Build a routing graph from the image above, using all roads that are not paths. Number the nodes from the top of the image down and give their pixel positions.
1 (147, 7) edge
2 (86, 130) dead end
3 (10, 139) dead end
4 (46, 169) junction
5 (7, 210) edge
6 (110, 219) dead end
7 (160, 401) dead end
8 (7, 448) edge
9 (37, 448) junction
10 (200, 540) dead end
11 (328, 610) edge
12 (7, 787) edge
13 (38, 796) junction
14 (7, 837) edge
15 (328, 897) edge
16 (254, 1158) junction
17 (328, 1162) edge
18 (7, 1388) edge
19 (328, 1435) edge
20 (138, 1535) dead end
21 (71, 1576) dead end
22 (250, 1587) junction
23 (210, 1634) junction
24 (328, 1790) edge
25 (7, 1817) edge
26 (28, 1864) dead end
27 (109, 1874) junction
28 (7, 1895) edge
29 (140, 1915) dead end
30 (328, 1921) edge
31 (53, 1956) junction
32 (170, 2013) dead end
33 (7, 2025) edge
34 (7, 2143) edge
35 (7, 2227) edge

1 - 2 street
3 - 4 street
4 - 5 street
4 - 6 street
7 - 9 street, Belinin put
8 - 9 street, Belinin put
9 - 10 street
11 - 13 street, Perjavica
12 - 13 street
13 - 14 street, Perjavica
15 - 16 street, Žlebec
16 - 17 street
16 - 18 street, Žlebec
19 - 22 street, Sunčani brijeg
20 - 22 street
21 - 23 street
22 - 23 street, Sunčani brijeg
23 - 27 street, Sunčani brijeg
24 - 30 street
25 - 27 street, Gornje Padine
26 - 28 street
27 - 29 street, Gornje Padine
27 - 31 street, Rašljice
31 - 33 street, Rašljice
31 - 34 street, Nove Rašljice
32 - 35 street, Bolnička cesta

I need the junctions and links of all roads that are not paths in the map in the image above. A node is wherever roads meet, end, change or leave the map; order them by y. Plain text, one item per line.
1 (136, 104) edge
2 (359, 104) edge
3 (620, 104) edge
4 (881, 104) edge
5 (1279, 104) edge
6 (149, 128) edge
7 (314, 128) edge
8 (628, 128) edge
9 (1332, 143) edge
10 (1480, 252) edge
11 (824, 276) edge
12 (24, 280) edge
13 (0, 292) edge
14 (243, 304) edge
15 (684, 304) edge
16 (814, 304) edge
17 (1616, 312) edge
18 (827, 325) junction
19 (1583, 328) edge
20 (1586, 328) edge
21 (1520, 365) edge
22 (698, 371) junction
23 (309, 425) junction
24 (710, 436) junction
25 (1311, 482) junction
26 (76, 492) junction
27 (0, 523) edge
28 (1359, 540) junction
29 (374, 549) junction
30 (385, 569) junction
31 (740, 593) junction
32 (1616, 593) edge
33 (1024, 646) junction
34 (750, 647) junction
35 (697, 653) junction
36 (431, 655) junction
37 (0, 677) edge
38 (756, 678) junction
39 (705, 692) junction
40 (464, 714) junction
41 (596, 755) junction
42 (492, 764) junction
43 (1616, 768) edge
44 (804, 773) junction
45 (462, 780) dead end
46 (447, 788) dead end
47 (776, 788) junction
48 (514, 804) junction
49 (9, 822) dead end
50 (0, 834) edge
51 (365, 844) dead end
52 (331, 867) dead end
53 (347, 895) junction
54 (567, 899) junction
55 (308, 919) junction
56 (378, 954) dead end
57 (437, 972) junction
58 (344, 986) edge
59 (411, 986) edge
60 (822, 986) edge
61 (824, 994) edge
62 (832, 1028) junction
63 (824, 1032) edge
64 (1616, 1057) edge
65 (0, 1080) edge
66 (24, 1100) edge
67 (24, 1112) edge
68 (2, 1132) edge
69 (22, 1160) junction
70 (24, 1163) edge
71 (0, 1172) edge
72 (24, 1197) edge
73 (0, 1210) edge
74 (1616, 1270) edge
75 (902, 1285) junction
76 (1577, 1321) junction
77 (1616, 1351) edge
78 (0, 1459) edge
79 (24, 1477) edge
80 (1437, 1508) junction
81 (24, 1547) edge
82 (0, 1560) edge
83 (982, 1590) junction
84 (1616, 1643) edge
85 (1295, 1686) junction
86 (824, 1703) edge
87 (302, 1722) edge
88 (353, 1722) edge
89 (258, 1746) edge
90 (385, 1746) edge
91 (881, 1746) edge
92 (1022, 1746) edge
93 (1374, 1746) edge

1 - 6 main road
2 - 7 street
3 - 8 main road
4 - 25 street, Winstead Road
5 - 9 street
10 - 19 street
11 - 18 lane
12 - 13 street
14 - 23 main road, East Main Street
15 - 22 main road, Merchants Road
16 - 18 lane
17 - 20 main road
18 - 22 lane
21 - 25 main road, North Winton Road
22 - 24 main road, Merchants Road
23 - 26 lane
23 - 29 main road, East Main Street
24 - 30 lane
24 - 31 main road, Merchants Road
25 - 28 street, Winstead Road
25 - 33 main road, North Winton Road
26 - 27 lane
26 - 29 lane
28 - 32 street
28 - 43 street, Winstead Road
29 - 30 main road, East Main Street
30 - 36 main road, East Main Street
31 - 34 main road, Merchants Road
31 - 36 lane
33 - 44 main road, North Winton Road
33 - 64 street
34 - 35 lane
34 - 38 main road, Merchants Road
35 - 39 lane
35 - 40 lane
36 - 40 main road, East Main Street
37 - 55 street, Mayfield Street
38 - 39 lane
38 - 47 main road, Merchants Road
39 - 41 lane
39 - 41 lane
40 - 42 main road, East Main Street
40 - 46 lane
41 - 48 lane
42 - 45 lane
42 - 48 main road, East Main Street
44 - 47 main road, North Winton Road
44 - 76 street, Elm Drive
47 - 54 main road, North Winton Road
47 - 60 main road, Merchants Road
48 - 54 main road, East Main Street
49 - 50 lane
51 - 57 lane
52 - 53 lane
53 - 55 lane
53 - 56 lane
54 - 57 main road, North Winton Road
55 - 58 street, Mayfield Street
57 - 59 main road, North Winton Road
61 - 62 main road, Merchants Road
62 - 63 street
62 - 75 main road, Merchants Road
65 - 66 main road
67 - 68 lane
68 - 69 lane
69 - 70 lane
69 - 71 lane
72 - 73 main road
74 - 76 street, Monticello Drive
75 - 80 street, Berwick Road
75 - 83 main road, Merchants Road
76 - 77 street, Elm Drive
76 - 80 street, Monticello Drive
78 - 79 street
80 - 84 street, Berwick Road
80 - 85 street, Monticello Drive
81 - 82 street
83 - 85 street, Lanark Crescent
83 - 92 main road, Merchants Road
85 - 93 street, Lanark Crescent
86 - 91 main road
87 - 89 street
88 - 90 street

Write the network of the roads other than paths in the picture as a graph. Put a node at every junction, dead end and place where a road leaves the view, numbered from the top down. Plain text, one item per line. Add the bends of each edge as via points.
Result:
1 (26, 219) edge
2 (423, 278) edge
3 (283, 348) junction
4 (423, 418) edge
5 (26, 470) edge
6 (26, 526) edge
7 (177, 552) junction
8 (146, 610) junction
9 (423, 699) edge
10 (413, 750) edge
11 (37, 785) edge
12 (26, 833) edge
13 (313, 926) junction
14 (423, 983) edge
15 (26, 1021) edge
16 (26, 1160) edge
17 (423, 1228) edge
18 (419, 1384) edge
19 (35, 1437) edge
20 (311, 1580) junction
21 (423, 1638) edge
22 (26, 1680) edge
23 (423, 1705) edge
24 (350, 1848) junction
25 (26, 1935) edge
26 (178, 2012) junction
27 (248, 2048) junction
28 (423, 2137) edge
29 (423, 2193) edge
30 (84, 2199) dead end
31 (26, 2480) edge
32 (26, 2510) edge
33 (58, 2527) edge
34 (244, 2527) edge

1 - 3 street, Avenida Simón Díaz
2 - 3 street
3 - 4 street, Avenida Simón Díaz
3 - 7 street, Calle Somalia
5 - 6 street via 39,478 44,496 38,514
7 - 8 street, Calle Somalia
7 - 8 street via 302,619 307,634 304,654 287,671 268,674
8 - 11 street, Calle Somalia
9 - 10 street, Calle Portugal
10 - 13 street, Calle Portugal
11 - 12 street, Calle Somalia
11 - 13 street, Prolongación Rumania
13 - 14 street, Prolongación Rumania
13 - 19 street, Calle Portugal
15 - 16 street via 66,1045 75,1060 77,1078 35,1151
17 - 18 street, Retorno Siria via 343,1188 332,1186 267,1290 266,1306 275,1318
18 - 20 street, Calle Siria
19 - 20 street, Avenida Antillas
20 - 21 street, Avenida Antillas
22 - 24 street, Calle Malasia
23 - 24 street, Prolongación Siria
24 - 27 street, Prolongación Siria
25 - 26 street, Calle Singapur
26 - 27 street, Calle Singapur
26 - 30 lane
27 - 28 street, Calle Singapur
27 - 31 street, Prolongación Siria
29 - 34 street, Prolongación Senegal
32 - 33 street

——

Problem description: Lines holding "Antillas" are the ones to copy; find all of them in the listing.

Written response:
19 - 20 street, Avenida Antillas
20 - 21 street, Avenida Antillas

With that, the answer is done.